Task inputs
**********

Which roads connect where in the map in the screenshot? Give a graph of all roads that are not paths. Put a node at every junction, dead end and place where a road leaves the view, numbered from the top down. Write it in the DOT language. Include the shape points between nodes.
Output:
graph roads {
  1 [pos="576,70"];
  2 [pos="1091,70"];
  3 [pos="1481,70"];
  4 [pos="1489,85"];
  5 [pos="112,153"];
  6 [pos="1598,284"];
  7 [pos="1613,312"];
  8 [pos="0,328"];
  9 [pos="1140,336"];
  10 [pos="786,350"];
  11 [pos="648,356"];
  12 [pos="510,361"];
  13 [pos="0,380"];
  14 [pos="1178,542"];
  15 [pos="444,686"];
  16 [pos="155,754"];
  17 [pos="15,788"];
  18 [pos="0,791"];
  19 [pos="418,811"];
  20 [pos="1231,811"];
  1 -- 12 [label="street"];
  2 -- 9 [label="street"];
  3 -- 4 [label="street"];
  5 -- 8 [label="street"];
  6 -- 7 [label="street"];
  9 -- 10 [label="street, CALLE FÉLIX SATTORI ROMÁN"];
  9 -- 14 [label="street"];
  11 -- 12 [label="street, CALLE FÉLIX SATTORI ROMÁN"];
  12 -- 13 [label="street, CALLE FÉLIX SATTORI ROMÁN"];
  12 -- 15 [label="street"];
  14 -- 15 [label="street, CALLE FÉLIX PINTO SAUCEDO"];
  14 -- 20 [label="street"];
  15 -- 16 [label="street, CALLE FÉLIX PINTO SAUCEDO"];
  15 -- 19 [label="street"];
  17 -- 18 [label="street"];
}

**********

What to do
Every line of the data above is to be repeated exactly.

Answer to the exercise
Which roads connect where in the map in the screenshot? Give a graph of all roads that are not paths. Put a node at every junction, dead end and place where a road leaves the view, numbered from the top down. Write it in the DOT language. Include the shape points between nodes.
Output:
graph roads {
  1 [pos="576,70"];
  2 [pos="1091,70"];
  3 [pos="1481,70"];
  4 [pos="1489,85"];
  5 [pos="112,153"];
  6 [pos="1598,284"];
  7 [pos="1613,312"];
  8 [pos="0,328"];
  9 [pos="1140,336"];
  10 [pos="786,350"];
  11 [pos="648,356"];
  12 [pos="510,361"];
  13 [pos="0,380"];
  14 [pos="1178,542"];
  15 [pos="444,686"];
  16 [pos="155,754"];
  17 [pos="15,788"];
  18 [pos="0,791"];
  19 [pos="418,811"];
  20 [pos="1231,811"];
  1 -- 12 [label="street"];
  2 -- 9 [label="street"];
  3 -- 4 [label="street"];
  5 -- 8 [label="street"];
  6 -- 7 [label="street"];
  9 -- 10 [label="street, CALLE FÉLIX SATTORI ROMÁN"];
  9 -- 14 [label="street"];
  11 -- 12 [label="street, CALLE FÉLIX SATTORI ROMÁN"];
  12 -- 13 [label="street, CALLE FÉLIX SATTORI ROMÁN"];
  12 -- 15 [label="street"];
  14 -- 15 [label="street, CALLE FÉLIX PINTO SAUCEDO"];
  14 -- 20 [label="street"];
  15 -- 16 [label="street, CALLE FÉLIX PINTO SAUCEDO"];
  15 -- 19 [label="street"];
  17 -- 18 [label="street"];
}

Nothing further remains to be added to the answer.